EXERCISE INSTRUCTIONS
Of the entries below, copy only those lines that contain the word "Maple".

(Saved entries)
........
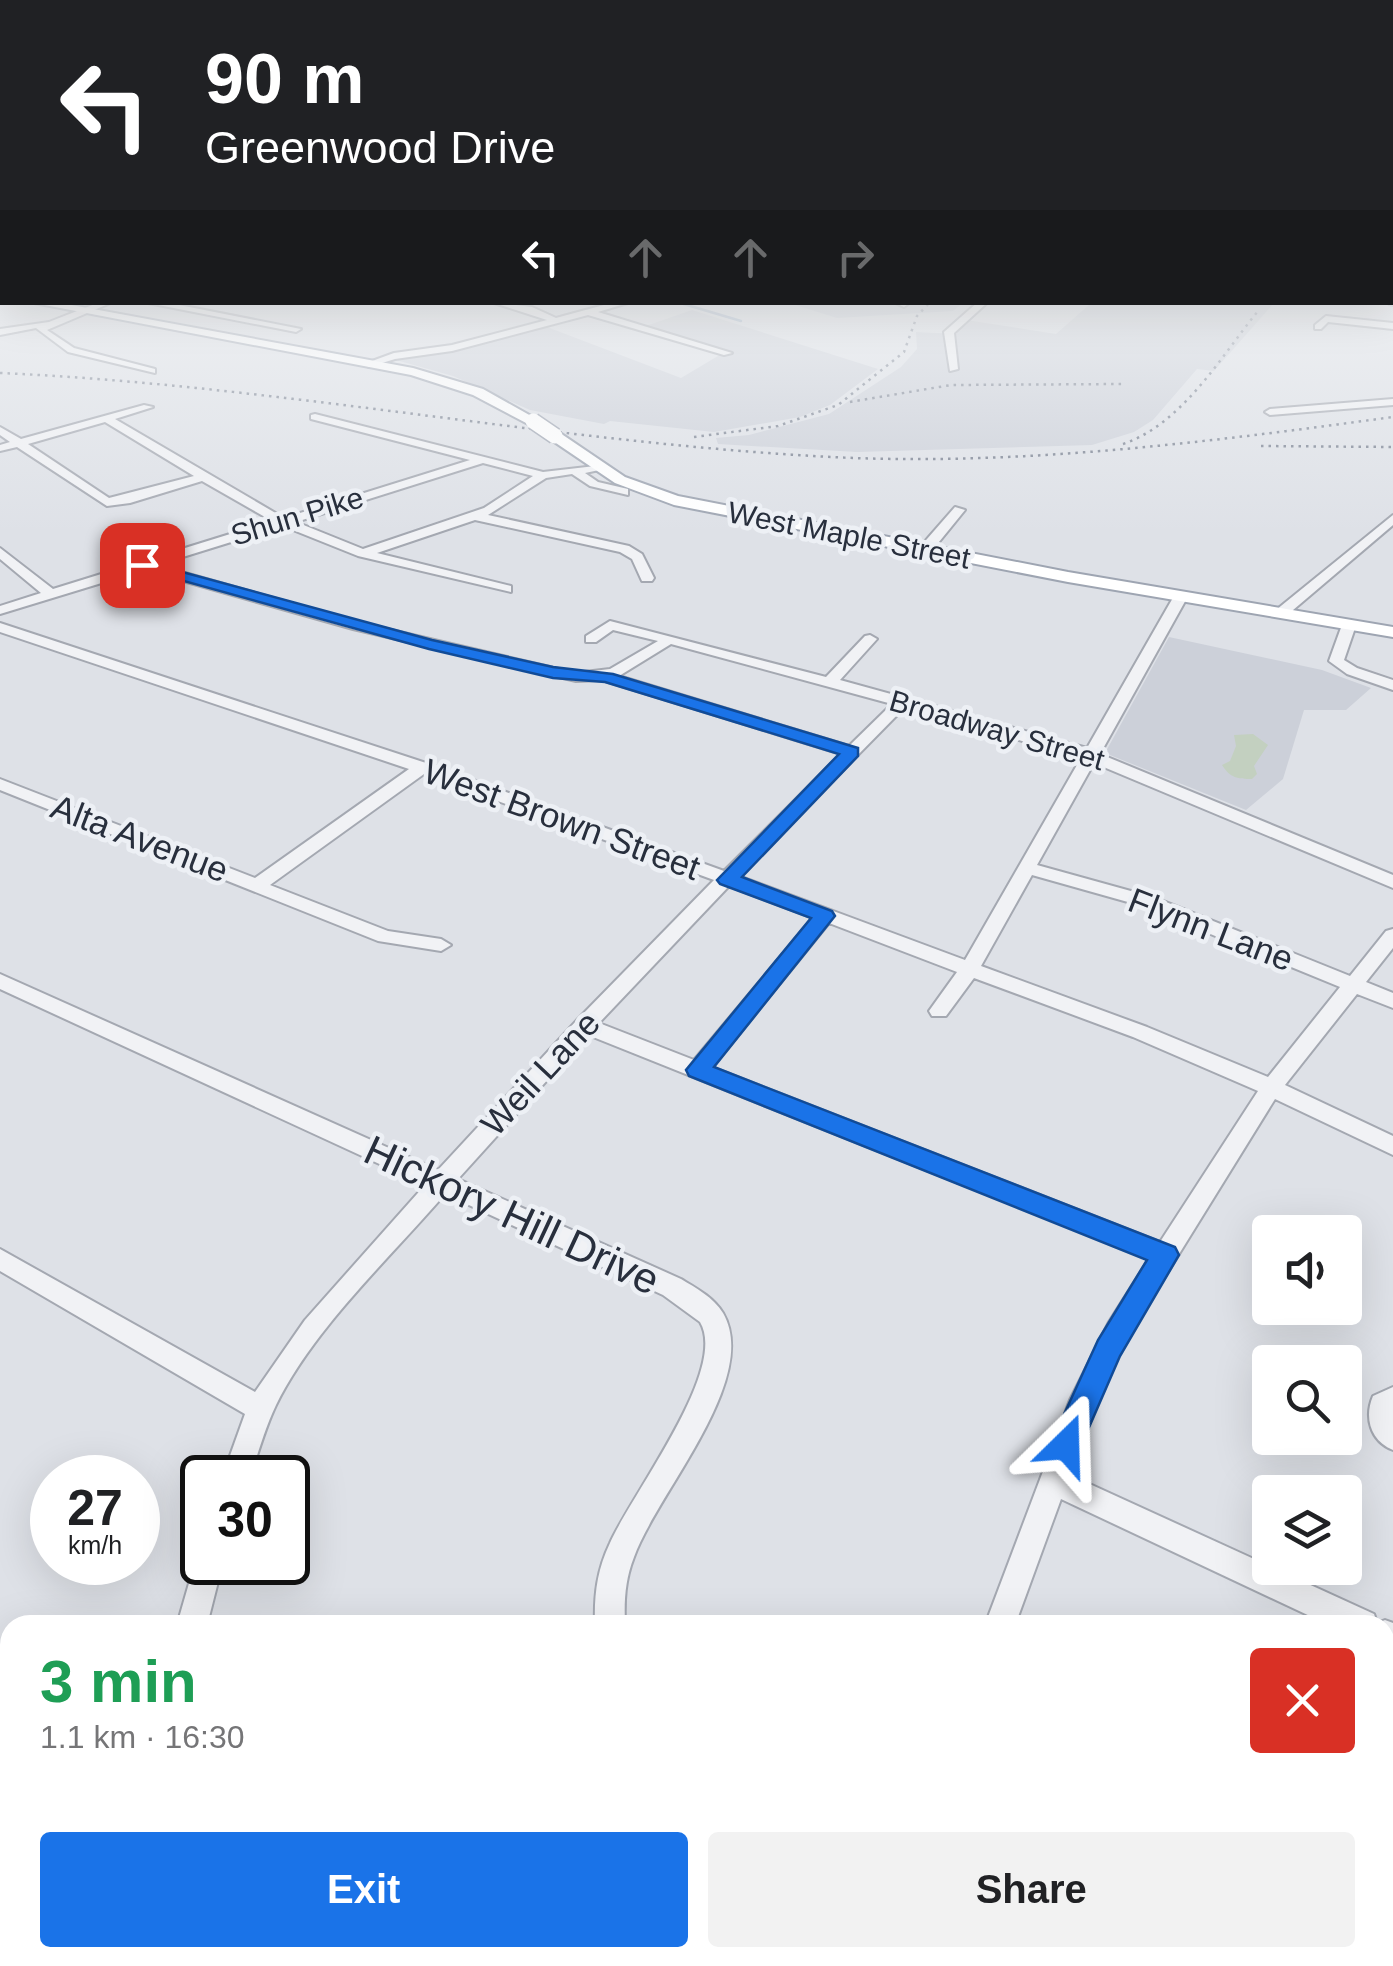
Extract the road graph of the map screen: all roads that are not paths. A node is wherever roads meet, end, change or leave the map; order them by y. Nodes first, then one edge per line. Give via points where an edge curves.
1 (76, 350) edge
2 (292, 350) edge
3 (439, 350) edge
4 (713, 350) edge
5 (950, 350) edge
6 (727, 354) dead end
7 (370, 364) junction
8 (953, 368) dead end
9 (150, 371) dead end
10 (1393, 402) edge
11 (148, 407) dead end
12 (1270, 412) dead end
13 (316, 418) dead end
14 (106, 419) junction
15 (0, 430) edge
16 (19, 443) junction
17 (0, 448) edge
18 (479, 461) junction
19 (600, 467) junction
20 (576, 472) junction
21 (543, 475) junction
22 (202, 477) junction
23 (624, 492) dead end
24 (959, 510) dead end
25 (475, 516) junction
26 (1393, 518) edge
27 (280, 520) junction
28 (925, 550) junction
29 (0, 552) edge
30 (363, 554) junction
31 (142, 565) junction
32 (647, 578) dead end
33 (506, 589) dead end
34 (50, 594) junction
35 (1181, 596) junction
36 (0, 610) edge
37 (1281, 614) junction
38 (1349, 625) junction
39 (0, 628) edge
40 (1393, 632) edge
41 (591, 639) dead end
42 (669, 639) junction
43 (870, 639) dead end
44 (607, 677) junction
45 (830, 683) junction
46 (1393, 685) edge
47 (902, 702) junction
48 (852, 752) junction
49 (1090, 754) junction
50 (423, 767) junction
51 (0, 784) edge
52 (1026, 868) junction
53 (728, 880) junction
54 (1393, 882) edge
55 (258, 884) junction
56 (825, 916) junction
57 (1393, 935) edge
58 (441, 945) dead end
59 (970, 970) junction
60 (0, 981) edge
61 (1352, 984) junction
62 (1393, 1001) edge
63 (939, 1011) dead end
64 (584, 1025) junction
65 (698, 1070) junction
66 (1271, 1088) junction
67 (1393, 1146) edge
68 (441, 1182) junction
69 (1165, 1255) junction
70 (0, 1259) edge
71 (1393, 1399) edge
72 (261, 1409) junction
73 (1393, 1437) edge
74 (244, 1455) edge
75 (1052, 1481) junction
76 (202, 1585) edge
77 (195, 1615) edge
78 (609, 1615) edge
79 (1004, 1615) edge
80 (1342, 1615) edge

1 - 9 street
2 - 7 main road, West Maple Street
3 - 7 street
4 - 6 street
5 - 8 street
7 - 19 main road, West Maple Street, bridge via 467,388 533,420
10 - 12 street
11 - 14 street
13 - 18 street
14 - 16 street
14 - 22 street
15 - 16 street
16 - 17 street
16 - 22 street via 107,502
18 - 21 street
18 - 27 street, Shun Pike
19 - 20 street
19 - 28 main road, West Maple Street via 674,500
20 - 21 street
20 - 23 street
21 - 25 street
22 - 27 street
24 - 28 street
25 - 30 street
25 - 32 street via 624,549 637,556
26 - 37 street
27 - 30 street
27 - 31 street, Shun Pike
28 - 35 main road, West Maple Street
29 - 34 street
30 - 33 street
31 - 34 street, Shun Pike
31 - 44 street via 448,648 564,675
34 - 36 street, Shun Pike
35 - 37 main road, West Maple Street
35 - 49 street
37 - 38 main road, West Maple Street
38 - 40 main road, West Maple Street
38 - 46 street via 1336,661
39 - 50 street, West Brown Street
41 - 42 street, Broadway Street via 610,625
42 - 44 street
42 - 45 street, Broadway Street
43 - 45 street
44 - 48 street
45 - 47 street, Broadway Street
47 - 48 street, Weil Lane
47 - 49 street, Broadway Street
48 - 53 street, Weil Lane
49 - 52 street
49 - 54 street, Broadway Street
50 - 53 street, West Brown Street
50 - 55 street, Alta Avenue
51 - 55 street, Alta Avenue
52 - 59 street
52 - 61 street, Flynn Lane via 1149,902
53 - 56 street, West Brown Street
53 - 64 street, Weil Lane
55 - 58 street via 384,938
56 - 59 street, West Brown Street
56 - 65 street
57 - 61 street
59 - 63 street
59 - 66 street, West Brown Street via 1186,1049
60 - 68 street, Hickory Hill Drive
61 - 62 street, Flynn Lane
61 - 66 street
64 - 65 street
64 - 68 street, Weil Lane
65 - 69 street
66 - 67 street, West Brown Street
66 - 69 street
68 - 72 street, Weil Lane via 310,1335
68 - 78 street, Hickory Hill Drive via 672,1287 699,1303 716,1325 720,1354 702,1405 622,1547 608,1592
69 - 75 street via 1098,1368
70 - 72 street
71 - 73 street via 1380,1412
72 - 74 street, Weil Lane
75 - 79 street
75 - 80 street
76 - 77 street

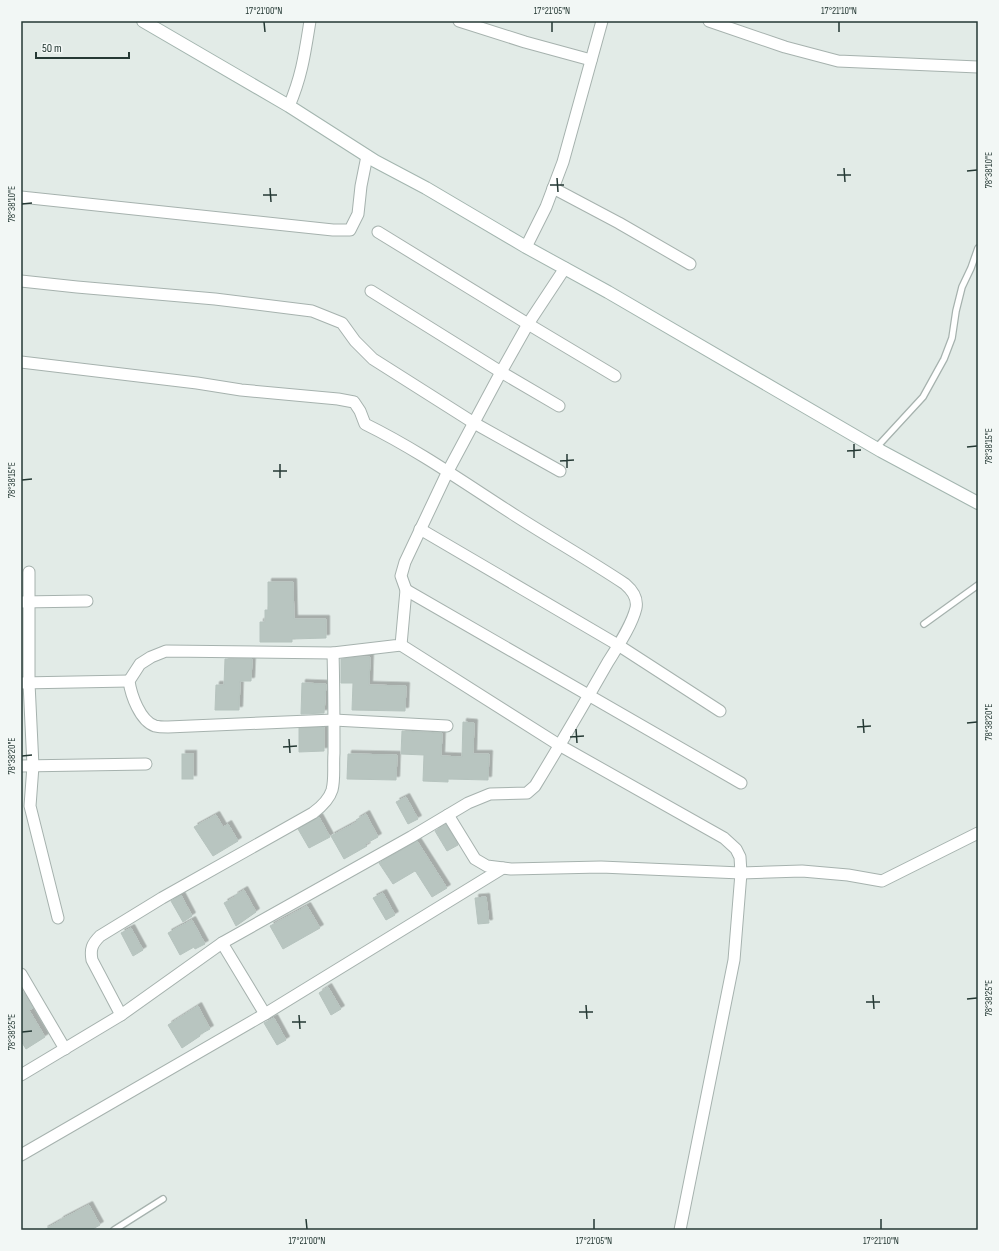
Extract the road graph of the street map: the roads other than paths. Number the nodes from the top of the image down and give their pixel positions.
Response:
1 (143, 21) edge
2 (310, 21) edge
3 (459, 21) edge
4 (602, 21) edge
5 (709, 21) edge
6 (591, 60) junction
7 (978, 67) edge
8 (290, 106) junction
9 (366, 156) junction
10 (553, 188) junction
11 (21, 197) edge
12 (378, 232) dead end
13 (526, 247) junction
14 (978, 248) edge
15 (690, 264) dead end
16 (565, 268) junction
17 (21, 281) edge
18 (371, 291) dead end
19 (528, 324) junction
20 (21, 362) edge
21 (501, 372) junction
22 (615, 376) dead end
23 (559, 406) dead end
24 (474, 423) junction
25 (876, 448) junction
26 (448, 471) junction
27 (560, 471) dead end
28 (978, 503) edge
29 (420, 529) junction
30 (29, 572) dead end
31 (978, 585) edge
32 (406, 590) junction
33 (87, 601) dead end
34 (25, 602) edge
35 (924, 624) dead end
36 (401, 645) junction
37 (618, 645) junction
38 (333, 653) junction
39 (129, 681) junction
40 (25, 683) edge
41 (590, 695) junction
42 (720, 711) dead end
43 (334, 720) junction
44 (447, 726) dead end
45 (559, 745) junction
46 (146, 764) dead end
47 (21, 766) edge
48 (33, 766) junction
49 (741, 784) dead end
50 (26, 807) edge
51 (448, 815) junction
52 (978, 833) edge
53 (503, 868) junction
54 (741, 873) junction
55 (58, 918) dead end
56 (222, 943) junction
57 (21, 974) edge
58 (121, 1014) junction
59 (265, 1014) junction
60 (65, 1049) junction
61 (21, 1075) edge
62 (21, 1155) edge
63 (163, 1199) dead end
64 (114, 1230) edge
65 (680, 1230) edge

1 - 8 street
2 - 8 street
3 - 6 street
4 - 6 street
5 - 7 street
6 - 10 street
8 - 9 street
9 - 11 street
9 - 13 street
10 - 13 street
10 - 15 street
12 - 19 street
13 - 16 street
14 - 25 lane
16 - 19 street
16 - 25 street
17 - 24 street
18 - 21 street
19 - 21 street
19 - 22 street
20 - 26 street
21 - 23 street
21 - 24 street
24 - 26 street
24 - 27 street
25 - 28 street
26 - 29 street
26 - 37 street
29 - 32 street
29 - 37 street
30 - 34 street
31 - 35 lane
32 - 36 street
32 - 41 street
33 - 34 street
34 - 40 street
36 - 38 street
36 - 45 street
37 - 41 street
37 - 42 street
38 - 39 street
38 - 43 street
39 - 40 street
39 - 43 street
40 - 48 street
41 - 45 street
41 - 49 street
43 - 44 street
43 - 58 street
45 - 51 street
45 - 54 street
46 - 48 street
47 - 48 street
48 - 50 street
50 - 55 street
51 - 53 street
51 - 56 street
52 - 54 street
53 - 54 street
53 - 59 street
54 - 65 street
56 - 58 street
56 - 59 street
57 - 60 street
58 - 60 street
59 - 62 street
60 - 61 street
63 - 64 lane

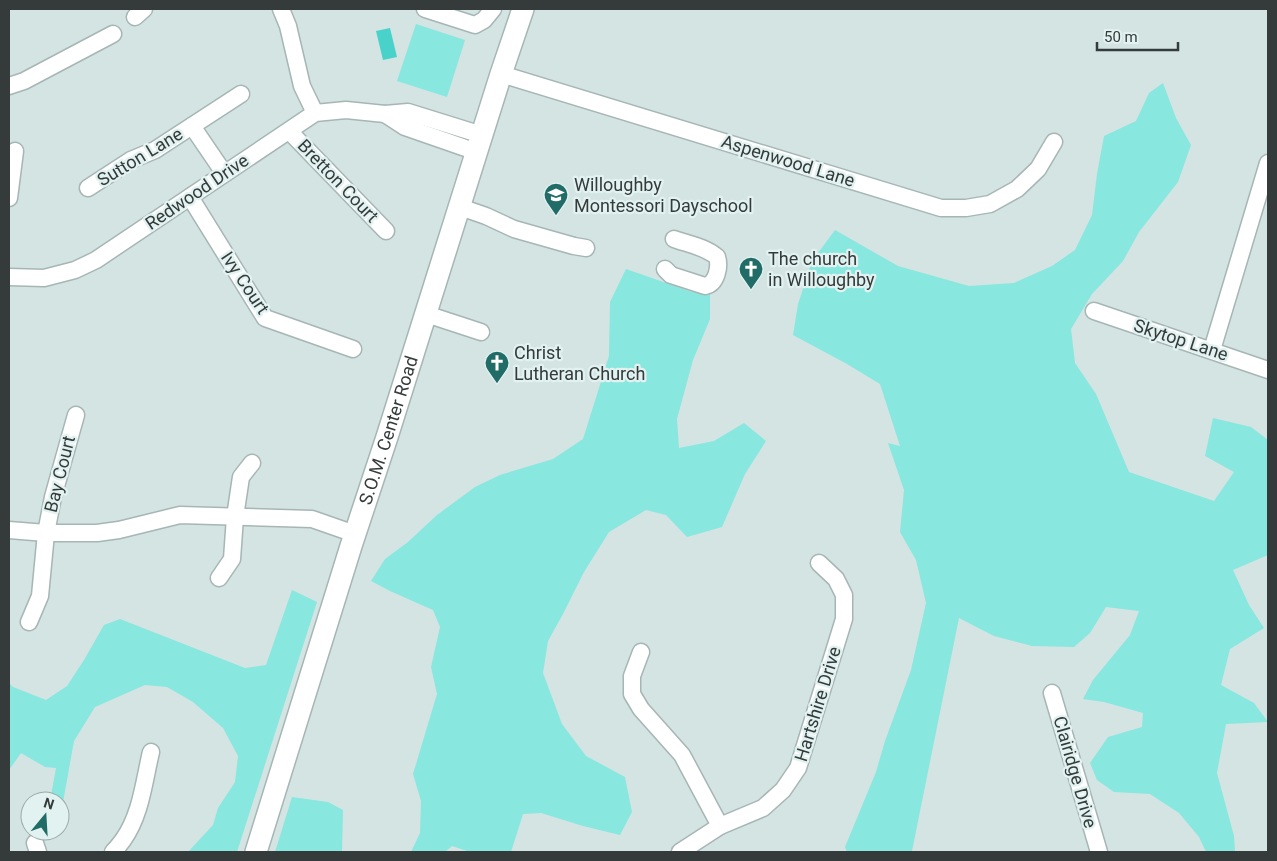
........
EXERCISE SOLUTION
2 - 7 main road, West Maple Street
7 - 19 main road, West Maple Street, bridge via 467,388 533,420
19 - 28 main road, West Maple Street via 674,500
28 - 35 main road, West Maple Street
35 - 37 main road, West Maple Street
37 - 38 main road, West Maple Street
38 - 40 main road, West Maple Street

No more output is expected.